Jamais on ne prêterait autant et à si bas prix à la France s'il n'y avait la capacité juridique de capter une portion sérieuse de l'épargne. Pour ceux qui s'excitent en disant que la dette n'est pas un problème, je leur dis qu'ils oublient la spoliation possible des citoyens qui ont été fourmis quand l'État et ses satellites étaient manifestement cigales.
La dette à plus de 100% du PIB, c'est la confirmation, in vivo, de la pertinence de l'équation ricardienne selon laquelle la dette d'aujourd'hui sont les impôts de demain. Le calcul n'est pas insurmontable. Si l'État bénéficie d'un potentiel fiscal de 300 Mds par an, cela veut dire qu'il faut près de 8 années pour rembourser – en théorie – la dette française. Mais, dans le même temps, il faut bien que la sphère publique continue de fonctionner ! Autrement dit, un calcul précis implique une duration de remboursement de plus de 25 ans, soit une génération.

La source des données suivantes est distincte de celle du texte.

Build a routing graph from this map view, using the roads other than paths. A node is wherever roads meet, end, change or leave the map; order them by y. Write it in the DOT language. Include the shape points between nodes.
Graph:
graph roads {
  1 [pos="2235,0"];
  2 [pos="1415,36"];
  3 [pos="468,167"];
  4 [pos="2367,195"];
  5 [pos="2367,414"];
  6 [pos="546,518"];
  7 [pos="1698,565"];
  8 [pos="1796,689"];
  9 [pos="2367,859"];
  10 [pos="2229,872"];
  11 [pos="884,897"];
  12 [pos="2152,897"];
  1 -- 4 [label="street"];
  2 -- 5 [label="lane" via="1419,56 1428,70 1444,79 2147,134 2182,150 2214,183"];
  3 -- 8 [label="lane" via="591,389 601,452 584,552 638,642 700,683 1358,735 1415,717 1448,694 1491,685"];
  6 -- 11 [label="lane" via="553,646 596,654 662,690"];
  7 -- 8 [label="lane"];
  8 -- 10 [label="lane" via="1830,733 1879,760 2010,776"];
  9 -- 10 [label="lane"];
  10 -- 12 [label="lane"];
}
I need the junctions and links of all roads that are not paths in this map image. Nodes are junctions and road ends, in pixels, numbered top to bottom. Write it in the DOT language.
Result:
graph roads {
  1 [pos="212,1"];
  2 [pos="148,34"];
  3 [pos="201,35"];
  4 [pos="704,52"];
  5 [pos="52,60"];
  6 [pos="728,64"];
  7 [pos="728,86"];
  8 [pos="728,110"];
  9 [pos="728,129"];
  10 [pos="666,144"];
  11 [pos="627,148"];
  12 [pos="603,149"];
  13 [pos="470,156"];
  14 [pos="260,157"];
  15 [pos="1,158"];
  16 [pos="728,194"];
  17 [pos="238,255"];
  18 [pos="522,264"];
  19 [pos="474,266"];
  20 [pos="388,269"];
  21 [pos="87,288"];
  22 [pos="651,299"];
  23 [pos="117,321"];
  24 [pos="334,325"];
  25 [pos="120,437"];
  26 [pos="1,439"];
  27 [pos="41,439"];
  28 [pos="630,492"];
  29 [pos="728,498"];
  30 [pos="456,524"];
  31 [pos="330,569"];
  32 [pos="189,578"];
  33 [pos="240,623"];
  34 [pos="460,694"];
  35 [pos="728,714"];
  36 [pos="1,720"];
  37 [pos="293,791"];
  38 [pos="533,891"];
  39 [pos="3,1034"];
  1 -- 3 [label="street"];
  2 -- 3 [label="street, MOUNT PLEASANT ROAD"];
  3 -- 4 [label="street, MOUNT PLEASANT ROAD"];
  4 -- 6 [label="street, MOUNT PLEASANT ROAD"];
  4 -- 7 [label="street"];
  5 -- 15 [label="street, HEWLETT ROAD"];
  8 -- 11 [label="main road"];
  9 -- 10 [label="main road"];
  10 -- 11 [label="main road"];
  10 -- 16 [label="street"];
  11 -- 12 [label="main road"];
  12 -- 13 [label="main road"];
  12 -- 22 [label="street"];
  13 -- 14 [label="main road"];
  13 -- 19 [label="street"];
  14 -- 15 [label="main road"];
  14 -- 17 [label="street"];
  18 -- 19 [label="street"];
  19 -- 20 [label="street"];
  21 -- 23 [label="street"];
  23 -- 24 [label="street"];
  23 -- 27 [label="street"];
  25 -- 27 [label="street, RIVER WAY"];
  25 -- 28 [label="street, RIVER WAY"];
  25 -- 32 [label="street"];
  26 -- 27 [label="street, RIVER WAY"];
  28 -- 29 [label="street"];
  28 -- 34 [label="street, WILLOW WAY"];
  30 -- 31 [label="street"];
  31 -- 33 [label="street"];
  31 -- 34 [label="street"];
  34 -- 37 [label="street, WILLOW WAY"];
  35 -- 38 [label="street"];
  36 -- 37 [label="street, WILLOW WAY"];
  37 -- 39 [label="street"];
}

Oui, la dette à 100 voire 120% est gérable à court terme mais elle induit un passif trans-générationnel impur car nos enfants n'ont rien fait pour mériter cette dette et ce fardeau fiscal corrélatif.
Par ailleurs, il ne faut pas avoir une approche de Cyclope en parlant de dette publique. Il y a la dette explicite dite de Maastricht, soit 120% du PIB et il y a la dette implicite dite dette hors-bilan qui représente les engagements financiers de l'État pour un montant désormais supérieur à 4.200 Mds d'euros.
Un instructif rapport du Sénat, rédigé sous l'égide de la Sénatrice centriste de l'Orne, Nathalie Goulet, a établi le dynamisme terrible de cette dette implicite depuis 10 ans. ( https://www.senat.fr/rap/l19-140-313/l19-140-313.html )
Plus de la moitié de cette dette de plus de 4.000 milliards vient légitimement de l'inscription comptable des retraites et pensions des fonctionnaires.
En revanche, il demeure plus de 1.500 Mds dédiés à d'autres engagements : parfois opaques.
Prenons un exemple récent, les PGE ( prêts garantis par l'État ) afin de soutenir les entreprises privées pour un montant total de 300 milliards d'euros ne seront pas dans la dette explicite mais dans le hors-bilan.
Hors contrôle du Parlement et modérément suivi par la Cour des comptes du fait d'astuces dignes du window-dressing de certains groupes privés en mal de rectitude comptable.
Quand BPI France, dans quelques années, sera contrainte de constater des pertes et des appels en garantie, nous serons face à une sorte de Crédit Lyonnais dont Philippe Séguin, avait dans un rapport parlementaire fameux, vilipender les pratiques d'alors.
Pour conclure, si on prend le soin rigoureux d'additionner les dettes explicite et implicite, on parvient à près de 7.000 Mds d'euros soit bien davantage que 100% du PIB…
Oui, la France file vers un problème.